Published: 30 August 2011



In Tyrol, Austria, the existing system of spontaneous mammography screening was switched in 2007 to an organised program by smoothly changing the established framework. This process followed most EU recommendations for organised mammography screening with the following exceptions: women aged 40-49 are part of the target population, screening is offered annually to the age group 40-59, breast ultrasound is available as an additional diagnostic tool, and double reading has not yet been implemented. After a pilot phase the program was rolled out to all of Tyrol in June 2008. The aim of this study was to analyse the performance of the organised screening system by comparing quality indices and recommended levels given in the well-established EU guidelines.


Working from the results of the pilot phase, we extended the organised mammography system to all counties in Tyrol. All women living in Tyrol and covered by compulsory social insurance were invited for a mammography, in the age group 40-59 annually and in the age group 60-69 biennially. Screening mammography was offered mainly by radiologists in private practice, with further assessment performed at hospitals. Using the screening database, all well-established performance indicators were analysed and compared with accepted/desired levels as per the EU guidelines.

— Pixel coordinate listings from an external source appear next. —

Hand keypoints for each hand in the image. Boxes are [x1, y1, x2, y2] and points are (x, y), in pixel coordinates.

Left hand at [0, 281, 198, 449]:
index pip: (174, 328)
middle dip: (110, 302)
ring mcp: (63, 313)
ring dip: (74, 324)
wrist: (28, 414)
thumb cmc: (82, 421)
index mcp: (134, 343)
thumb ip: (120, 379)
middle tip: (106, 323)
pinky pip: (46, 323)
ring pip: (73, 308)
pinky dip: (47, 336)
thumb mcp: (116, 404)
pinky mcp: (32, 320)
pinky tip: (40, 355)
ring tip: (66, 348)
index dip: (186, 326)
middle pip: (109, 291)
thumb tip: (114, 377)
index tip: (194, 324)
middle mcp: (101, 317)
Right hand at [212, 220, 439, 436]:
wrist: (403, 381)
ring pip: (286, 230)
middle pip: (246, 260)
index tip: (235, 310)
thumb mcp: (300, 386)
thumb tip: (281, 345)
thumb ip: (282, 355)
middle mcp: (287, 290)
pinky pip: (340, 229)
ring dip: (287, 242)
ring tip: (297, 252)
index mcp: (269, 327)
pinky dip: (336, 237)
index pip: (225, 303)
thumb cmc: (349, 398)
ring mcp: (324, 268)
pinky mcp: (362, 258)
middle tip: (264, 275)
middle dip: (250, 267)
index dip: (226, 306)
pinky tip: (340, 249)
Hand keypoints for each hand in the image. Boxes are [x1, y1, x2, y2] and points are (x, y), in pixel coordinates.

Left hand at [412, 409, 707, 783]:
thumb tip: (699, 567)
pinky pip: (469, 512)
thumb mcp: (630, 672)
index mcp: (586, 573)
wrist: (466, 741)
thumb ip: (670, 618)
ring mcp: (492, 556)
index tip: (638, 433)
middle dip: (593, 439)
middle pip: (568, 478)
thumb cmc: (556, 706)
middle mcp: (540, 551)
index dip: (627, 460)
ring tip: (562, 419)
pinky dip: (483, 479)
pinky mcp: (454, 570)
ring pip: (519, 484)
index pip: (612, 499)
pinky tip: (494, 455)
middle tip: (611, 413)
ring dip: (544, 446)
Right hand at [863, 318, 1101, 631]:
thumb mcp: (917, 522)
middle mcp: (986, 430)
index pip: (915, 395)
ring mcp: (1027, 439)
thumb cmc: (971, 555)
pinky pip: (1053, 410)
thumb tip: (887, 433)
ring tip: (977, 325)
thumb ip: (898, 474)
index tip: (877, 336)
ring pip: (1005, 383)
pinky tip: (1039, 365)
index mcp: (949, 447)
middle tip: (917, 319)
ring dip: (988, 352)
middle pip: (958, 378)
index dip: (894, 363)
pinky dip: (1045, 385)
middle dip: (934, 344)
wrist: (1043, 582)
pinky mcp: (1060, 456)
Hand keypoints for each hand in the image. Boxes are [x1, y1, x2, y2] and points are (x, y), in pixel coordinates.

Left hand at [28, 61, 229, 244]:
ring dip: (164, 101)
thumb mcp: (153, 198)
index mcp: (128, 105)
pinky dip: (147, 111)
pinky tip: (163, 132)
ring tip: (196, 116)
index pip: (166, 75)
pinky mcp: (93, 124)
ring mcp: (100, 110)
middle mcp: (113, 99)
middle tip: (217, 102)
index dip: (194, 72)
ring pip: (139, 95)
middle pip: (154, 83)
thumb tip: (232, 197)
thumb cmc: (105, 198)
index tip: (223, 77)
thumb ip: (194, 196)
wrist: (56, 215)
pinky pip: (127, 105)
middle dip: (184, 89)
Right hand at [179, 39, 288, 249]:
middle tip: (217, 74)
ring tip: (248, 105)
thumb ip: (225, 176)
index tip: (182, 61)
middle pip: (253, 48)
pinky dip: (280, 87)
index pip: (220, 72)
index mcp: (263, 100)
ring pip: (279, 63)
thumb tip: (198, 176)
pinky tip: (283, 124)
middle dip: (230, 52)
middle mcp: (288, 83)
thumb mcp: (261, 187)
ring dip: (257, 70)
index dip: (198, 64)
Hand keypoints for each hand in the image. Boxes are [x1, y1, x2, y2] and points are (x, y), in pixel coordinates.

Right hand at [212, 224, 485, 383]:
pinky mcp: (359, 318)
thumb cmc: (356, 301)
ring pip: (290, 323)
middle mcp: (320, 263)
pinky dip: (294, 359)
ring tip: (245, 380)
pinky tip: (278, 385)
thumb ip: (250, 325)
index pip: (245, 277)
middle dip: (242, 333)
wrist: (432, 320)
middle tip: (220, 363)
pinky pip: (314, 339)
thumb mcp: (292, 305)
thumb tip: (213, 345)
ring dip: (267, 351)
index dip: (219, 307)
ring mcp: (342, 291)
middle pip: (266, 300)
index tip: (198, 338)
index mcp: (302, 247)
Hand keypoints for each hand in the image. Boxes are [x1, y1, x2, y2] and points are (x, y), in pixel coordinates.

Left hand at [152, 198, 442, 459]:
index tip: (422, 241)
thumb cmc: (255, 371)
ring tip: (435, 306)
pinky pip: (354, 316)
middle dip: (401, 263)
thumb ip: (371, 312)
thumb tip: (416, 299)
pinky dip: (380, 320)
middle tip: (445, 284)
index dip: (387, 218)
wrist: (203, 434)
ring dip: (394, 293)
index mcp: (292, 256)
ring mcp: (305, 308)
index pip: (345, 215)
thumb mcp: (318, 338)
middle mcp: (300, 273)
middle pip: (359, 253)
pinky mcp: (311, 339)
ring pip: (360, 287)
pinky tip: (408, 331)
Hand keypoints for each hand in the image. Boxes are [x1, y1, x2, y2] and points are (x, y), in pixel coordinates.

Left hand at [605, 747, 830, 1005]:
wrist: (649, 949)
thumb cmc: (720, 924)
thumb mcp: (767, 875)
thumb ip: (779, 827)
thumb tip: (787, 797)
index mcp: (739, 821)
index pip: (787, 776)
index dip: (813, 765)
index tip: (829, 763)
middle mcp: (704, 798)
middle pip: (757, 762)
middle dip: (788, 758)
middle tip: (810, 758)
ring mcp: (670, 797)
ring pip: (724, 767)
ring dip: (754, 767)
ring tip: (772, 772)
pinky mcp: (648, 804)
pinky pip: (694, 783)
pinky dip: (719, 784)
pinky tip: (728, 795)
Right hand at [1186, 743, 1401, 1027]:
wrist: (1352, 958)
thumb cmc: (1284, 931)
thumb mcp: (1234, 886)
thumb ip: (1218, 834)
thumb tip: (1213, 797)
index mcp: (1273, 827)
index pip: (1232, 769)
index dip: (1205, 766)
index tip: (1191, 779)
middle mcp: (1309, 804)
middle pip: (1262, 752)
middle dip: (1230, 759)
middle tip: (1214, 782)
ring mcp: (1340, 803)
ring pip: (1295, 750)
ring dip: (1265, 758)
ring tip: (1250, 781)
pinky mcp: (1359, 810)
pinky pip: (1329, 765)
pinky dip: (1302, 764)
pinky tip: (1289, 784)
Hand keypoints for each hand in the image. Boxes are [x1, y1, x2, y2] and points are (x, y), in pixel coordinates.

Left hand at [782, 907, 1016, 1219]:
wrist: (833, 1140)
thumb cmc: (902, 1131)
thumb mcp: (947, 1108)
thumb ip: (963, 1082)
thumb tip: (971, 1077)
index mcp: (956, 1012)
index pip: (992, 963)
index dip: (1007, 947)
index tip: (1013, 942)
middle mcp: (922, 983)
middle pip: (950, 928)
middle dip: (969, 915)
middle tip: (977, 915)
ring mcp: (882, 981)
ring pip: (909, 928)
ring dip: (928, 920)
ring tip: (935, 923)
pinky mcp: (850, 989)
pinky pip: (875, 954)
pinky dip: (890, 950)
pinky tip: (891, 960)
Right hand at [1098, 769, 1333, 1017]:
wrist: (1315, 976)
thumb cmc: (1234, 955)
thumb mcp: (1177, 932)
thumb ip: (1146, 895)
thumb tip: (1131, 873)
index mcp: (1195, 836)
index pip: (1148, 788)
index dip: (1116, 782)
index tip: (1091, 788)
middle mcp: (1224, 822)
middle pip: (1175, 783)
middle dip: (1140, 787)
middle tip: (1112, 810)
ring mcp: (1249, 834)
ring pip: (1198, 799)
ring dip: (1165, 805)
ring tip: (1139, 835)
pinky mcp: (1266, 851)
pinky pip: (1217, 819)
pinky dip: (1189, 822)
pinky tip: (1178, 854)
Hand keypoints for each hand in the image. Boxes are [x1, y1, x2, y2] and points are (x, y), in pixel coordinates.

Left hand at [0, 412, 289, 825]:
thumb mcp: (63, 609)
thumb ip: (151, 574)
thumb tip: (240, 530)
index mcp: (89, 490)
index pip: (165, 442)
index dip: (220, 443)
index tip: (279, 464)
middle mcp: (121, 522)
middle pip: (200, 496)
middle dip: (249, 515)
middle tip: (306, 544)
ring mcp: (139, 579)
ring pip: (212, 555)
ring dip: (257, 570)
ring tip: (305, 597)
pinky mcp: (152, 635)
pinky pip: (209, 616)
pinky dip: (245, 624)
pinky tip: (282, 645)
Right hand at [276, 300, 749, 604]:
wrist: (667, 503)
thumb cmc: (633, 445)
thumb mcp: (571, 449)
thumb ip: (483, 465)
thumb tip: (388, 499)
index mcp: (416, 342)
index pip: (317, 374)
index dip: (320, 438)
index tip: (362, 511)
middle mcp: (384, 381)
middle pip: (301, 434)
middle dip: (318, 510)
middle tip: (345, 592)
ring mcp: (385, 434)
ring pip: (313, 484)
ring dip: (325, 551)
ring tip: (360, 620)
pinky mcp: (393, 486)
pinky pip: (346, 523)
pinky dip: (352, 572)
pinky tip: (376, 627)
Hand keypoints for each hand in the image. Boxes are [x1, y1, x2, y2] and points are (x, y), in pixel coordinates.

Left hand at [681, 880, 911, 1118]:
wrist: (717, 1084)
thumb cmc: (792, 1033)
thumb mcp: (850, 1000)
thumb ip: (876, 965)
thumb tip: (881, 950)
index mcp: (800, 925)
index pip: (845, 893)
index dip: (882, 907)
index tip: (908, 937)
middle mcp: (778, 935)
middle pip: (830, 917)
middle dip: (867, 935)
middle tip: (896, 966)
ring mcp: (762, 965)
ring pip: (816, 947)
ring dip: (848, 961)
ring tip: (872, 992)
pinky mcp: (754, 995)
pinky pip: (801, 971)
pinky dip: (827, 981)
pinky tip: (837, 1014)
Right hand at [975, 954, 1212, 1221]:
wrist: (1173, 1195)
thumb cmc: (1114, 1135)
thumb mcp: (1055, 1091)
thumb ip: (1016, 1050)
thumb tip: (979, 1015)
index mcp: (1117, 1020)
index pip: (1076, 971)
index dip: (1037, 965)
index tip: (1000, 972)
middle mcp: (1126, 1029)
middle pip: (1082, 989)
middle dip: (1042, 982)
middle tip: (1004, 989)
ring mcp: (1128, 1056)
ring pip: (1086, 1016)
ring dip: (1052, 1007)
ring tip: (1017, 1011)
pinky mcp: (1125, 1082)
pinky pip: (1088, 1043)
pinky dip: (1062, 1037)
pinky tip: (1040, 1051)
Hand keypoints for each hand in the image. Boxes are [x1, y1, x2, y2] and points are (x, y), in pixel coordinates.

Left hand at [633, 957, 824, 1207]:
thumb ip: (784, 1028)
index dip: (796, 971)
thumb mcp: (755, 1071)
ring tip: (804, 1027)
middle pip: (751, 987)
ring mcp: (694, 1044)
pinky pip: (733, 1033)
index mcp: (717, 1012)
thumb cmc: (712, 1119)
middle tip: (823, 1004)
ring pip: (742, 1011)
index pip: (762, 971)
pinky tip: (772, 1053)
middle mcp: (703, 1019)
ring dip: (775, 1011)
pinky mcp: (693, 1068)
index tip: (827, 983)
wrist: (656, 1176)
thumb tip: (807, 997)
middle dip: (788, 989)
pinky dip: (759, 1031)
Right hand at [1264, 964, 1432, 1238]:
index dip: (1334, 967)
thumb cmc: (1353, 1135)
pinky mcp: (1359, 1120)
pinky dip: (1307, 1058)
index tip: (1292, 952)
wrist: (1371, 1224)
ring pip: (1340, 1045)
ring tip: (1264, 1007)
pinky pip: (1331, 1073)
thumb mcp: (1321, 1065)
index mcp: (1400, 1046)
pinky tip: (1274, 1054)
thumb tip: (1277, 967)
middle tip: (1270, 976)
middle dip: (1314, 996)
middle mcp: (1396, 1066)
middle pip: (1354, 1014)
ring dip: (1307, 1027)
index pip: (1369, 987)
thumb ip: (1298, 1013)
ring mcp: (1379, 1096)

From June 2008 to May 2009, 120,440 women were invited. Per 1000 mammograms, 14 women were recalled for further assessment, nine underwent biopsy and four cancer cases were detected. Of invasive breast cancer cases, 32.3% and 68.4% were ≤ 10 mm and ≤ 15 mm in size, respectively, and 79.2% were node-negative. The positive predictive value for further assessment and for biopsy was 25.9% and 39.9%, respectively. Estimated two-year participation rate was 57.0%. In total, 14 interval cancer cases were detected during one year of follow-up; this is 18.4% of the background incidence rate.


In Tyrol, Austria, an organised mammography screening program was implemented in a smooth transition from an existing spontaneous screening system and was completely rolled out within a short time. The high level of performance already seen in the pilot phase was maintained after rollout, and improvements resulting from the pilot phase were affirmed after one year of complete rollout.